Collected data entries
=-=-=

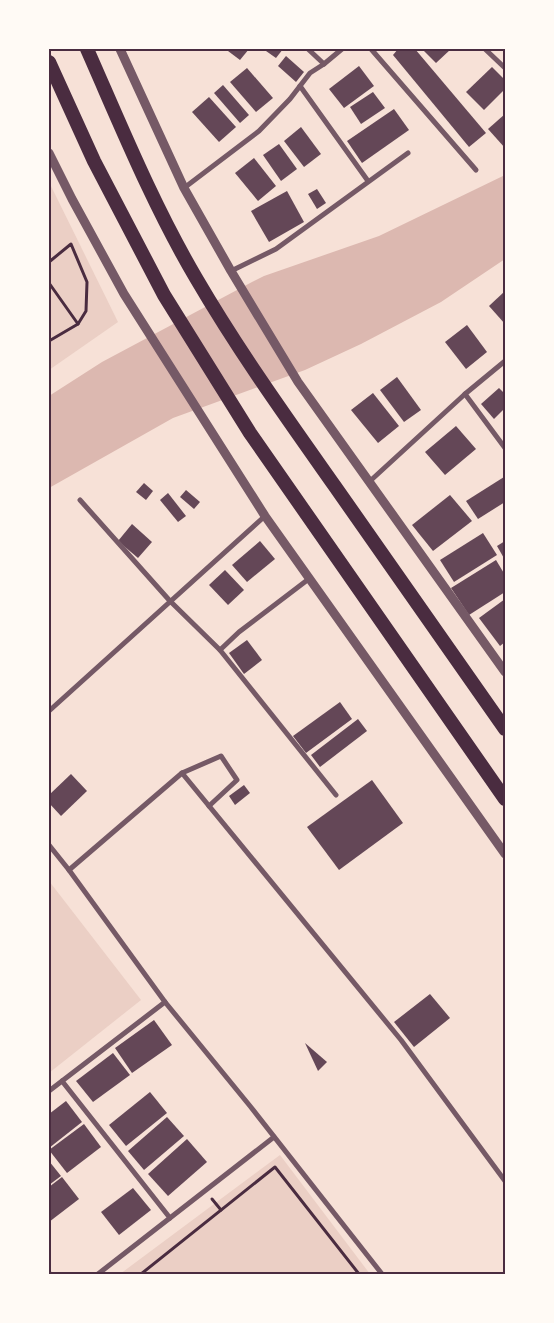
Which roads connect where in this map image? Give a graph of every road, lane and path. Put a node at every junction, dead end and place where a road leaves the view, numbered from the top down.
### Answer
1 (87, 49) edge
2 (120, 49) edge
3 (308, 49) edge
4 (342, 49) edge
5 (371, 49) edge
6 (486, 49) edge
7 (49, 62) edge
8 (324, 64) junction
9 (505, 68) edge
10 (300, 86) junction
11 (49, 153) edge
12 (408, 153) dead end
13 (476, 170) dead end
14 (368, 181) junction
15 (184, 188) junction
16 (49, 262) edge
17 (231, 271) junction
18 (49, 283) edge
19 (78, 324) junction
20 (49, 340) edge
21 (505, 361) edge
22 (465, 394) junction
23 (505, 448) edge
24 (369, 482) junction
25 (80, 500) dead end
26 (265, 516) junction
27 (310, 578) junction
28 (170, 601) junction
29 (220, 650) junction
30 (505, 670) edge
31 (49, 710) edge
32 (505, 729) edge
33 (182, 773) junction
34 (336, 795) dead end
35 (505, 798) edge
36 (209, 806) junction
37 (49, 845) edge
38 (505, 854) edge
39 (69, 870) junction
40 (165, 1002) junction
41 (62, 1081) junction
42 (49, 1092) edge
43 (274, 1137) junction
44 (505, 1181) edge
45 (170, 1218) junction
46 (98, 1274) edge
47 (141, 1274) edge
48 (360, 1274) edge
49 (382, 1274) edge

1 - 32 highway
2 - 15 street
3 - 8 street
4 - 8 street
5 - 13 street
6 - 9 street
7 - 35 highway
8 - 10 street
10 - 14 street
10 - 15 street
11 - 26 street
12 - 14 street
14 - 17 street
15 - 17 street
16 - 19 path
17 - 24 street
18 - 19 path
19 - 20 path
21 - 22 street
22 - 23 street
22 - 24 street
24 - 30 street
25 - 28 street
26 - 27 street
26 - 28 street
27 - 29 street
27 - 38 street
28 - 29 street
28 - 31 street
29 - 34 street
33 - 36 street
33 - 36 street
33 - 39 street
36 - 44 street
37 - 39 street
39 - 40 street
40 - 41 street
40 - 43 street
41 - 42 street
41 - 45 street
43 - 45 street
43 - 49 street
45 - 46 street
47 - 48 path

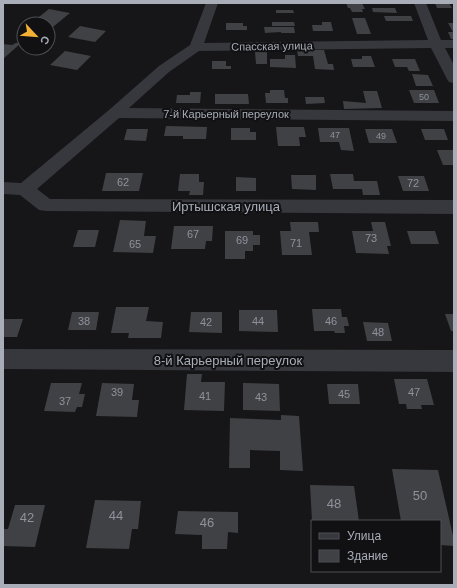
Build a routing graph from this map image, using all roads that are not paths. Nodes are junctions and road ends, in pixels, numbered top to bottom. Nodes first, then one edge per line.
1 (212, 3) edge
2 (420, 3) edge
3 (436, 44) junction
4 (454, 44) edge
5 (196, 47) junction
6 (454, 79) edge
7 (115, 114) junction
8 (454, 116) edge
9 (3, 188) edge
10 (25, 189) junction
11 (454, 207) edge
12 (3, 359) edge
13 (454, 361) edge

1 - 5 street
2 - 3 street
3 - 4 street, Спасская улица
3 - 5 street, Спасская улица
3 - 6 street
5 - 7 street
7 - 8 street, 7-й Карьерный переулок
7 - 10 street
9 - 10 street
10 - 11 street, Иртышская улица
12 - 13 street, 8-й Карьерный переулок

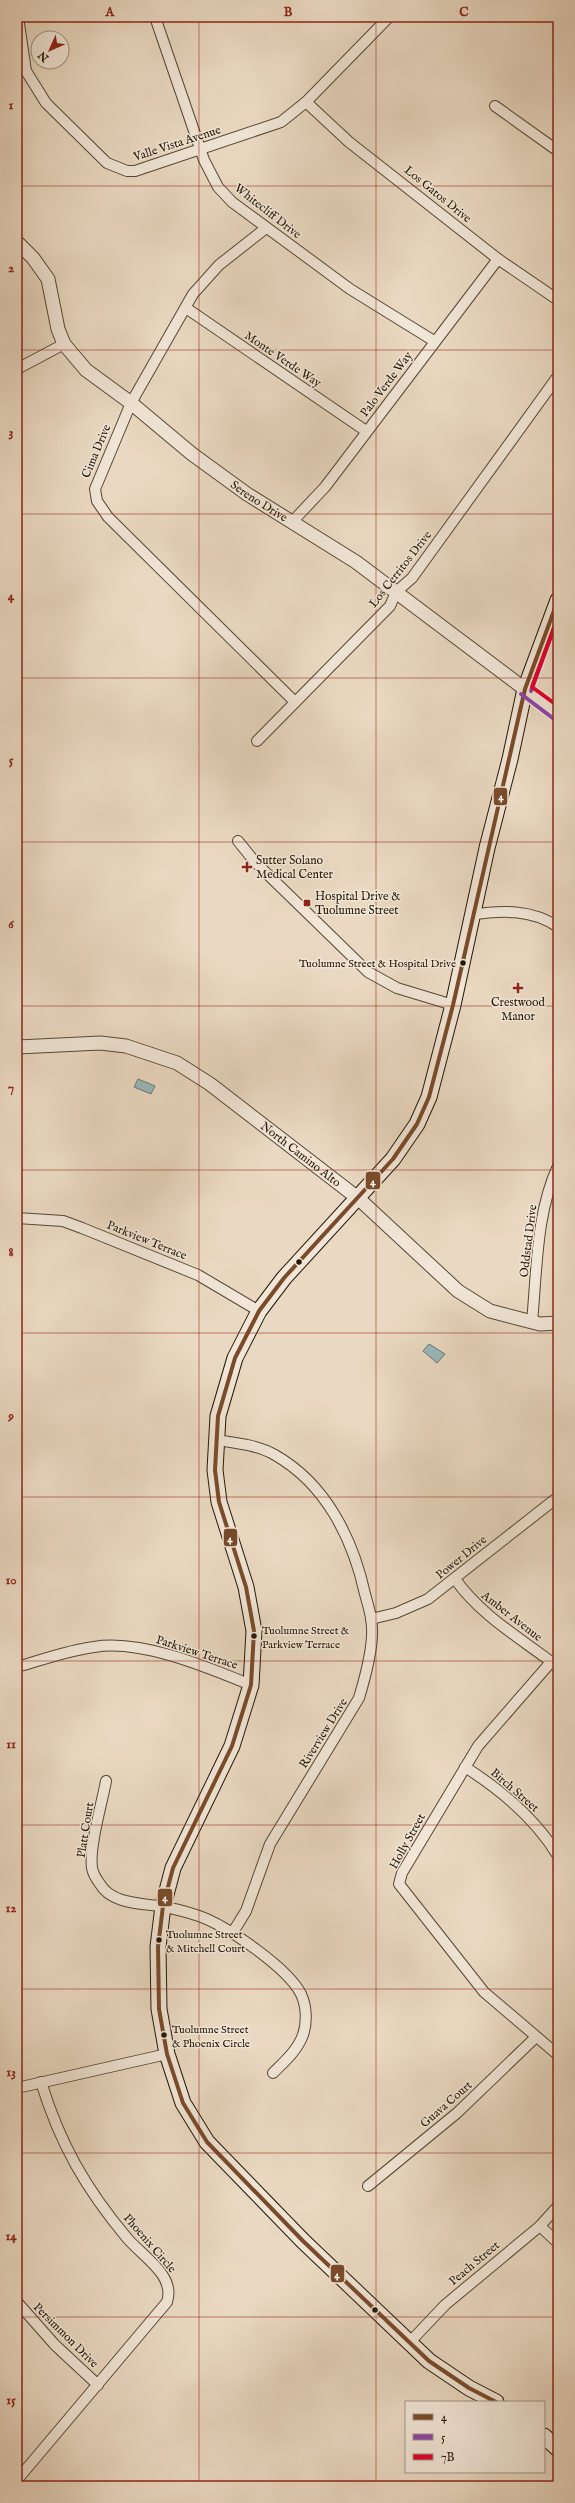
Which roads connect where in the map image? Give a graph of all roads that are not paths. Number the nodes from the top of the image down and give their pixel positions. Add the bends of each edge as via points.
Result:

=-=-=

TO DO - Repeat all the records exactly, images excluded.

ANSWER FOR THIS EXERCISE -
Which roads connect where in this map image? Give a graph of every road, lane and path. Put a node at every junction, dead end and place where a road leaves the view, numbered from the top down.
### Answer
1 (87, 49) edge
2 (120, 49) edge
3 (308, 49) edge
4 (342, 49) edge
5 (371, 49) edge
6 (486, 49) edge
7 (49, 62) edge
8 (324, 64) junction
9 (505, 68) edge
10 (300, 86) junction
11 (49, 153) edge
12 (408, 153) dead end
13 (476, 170) dead end
14 (368, 181) junction
15 (184, 188) junction
16 (49, 262) edge
17 (231, 271) junction
18 (49, 283) edge
19 (78, 324) junction
20 (49, 340) edge
21 (505, 361) edge
22 (465, 394) junction
23 (505, 448) edge
24 (369, 482) junction
25 (80, 500) dead end
26 (265, 516) junction
27 (310, 578) junction
28 (170, 601) junction
29 (220, 650) junction
30 (505, 670) edge
31 (49, 710) edge
32 (505, 729) edge
33 (182, 773) junction
34 (336, 795) dead end
35 (505, 798) edge
36 (209, 806) junction
37 (49, 845) edge
38 (505, 854) edge
39 (69, 870) junction
40 (165, 1002) junction
41 (62, 1081) junction
42 (49, 1092) edge
43 (274, 1137) junction
44 (505, 1181) edge
45 (170, 1218) junction
46 (98, 1274) edge
47 (141, 1274) edge
48 (360, 1274) edge
49 (382, 1274) edge

1 - 32 highway
2 - 15 street
3 - 8 street
4 - 8 street
5 - 13 street
6 - 9 street
7 - 35 highway
8 - 10 street
10 - 14 street
10 - 15 street
11 - 26 street
12 - 14 street
14 - 17 street
15 - 17 street
16 - 19 path
17 - 24 street
18 - 19 path
19 - 20 path
21 - 22 street
22 - 23 street
22 - 24 street
24 - 30 street
25 - 28 street
26 - 27 street
26 - 28 street
27 - 29 street
27 - 38 street
28 - 29 street
28 - 31 street
29 - 34 street
33 - 36 street
33 - 36 street
33 - 39 street
36 - 44 street
37 - 39 street
39 - 40 street
40 - 41 street
40 - 43 street
41 - 42 street
41 - 45 street
43 - 45 street
43 - 49 street
45 - 46 street
47 - 48 path

Build a routing graph from this map image, using all roads that are not paths. Nodes are junctions and road ends, in pixels, numbered top to bottom. Nodes first, then one edge per line.
1 (212, 3) edge
2 (420, 3) edge
3 (436, 44) junction
4 (454, 44) edge
5 (196, 47) junction
6 (454, 79) edge
7 (115, 114) junction
8 (454, 116) edge
9 (3, 188) edge
10 (25, 189) junction
11 (454, 207) edge
12 (3, 359) edge
13 (454, 361) edge

1 - 5 street
2 - 3 street
3 - 4 street, Спасская улица
3 - 5 street, Спасская улица
3 - 6 street
5 - 7 street
7 - 8 street, 7-й Карьерный переулок
7 - 10 street
9 - 10 street
10 - 11 street, Иртышская улица
12 - 13 street, 8-й Карьерный переулок

Which roads connect where in the map image? Give a graph of all roads that are not paths. Number the nodes from the top of the image down and give their pixel positions. Add the bends of each edge as via points.
Result:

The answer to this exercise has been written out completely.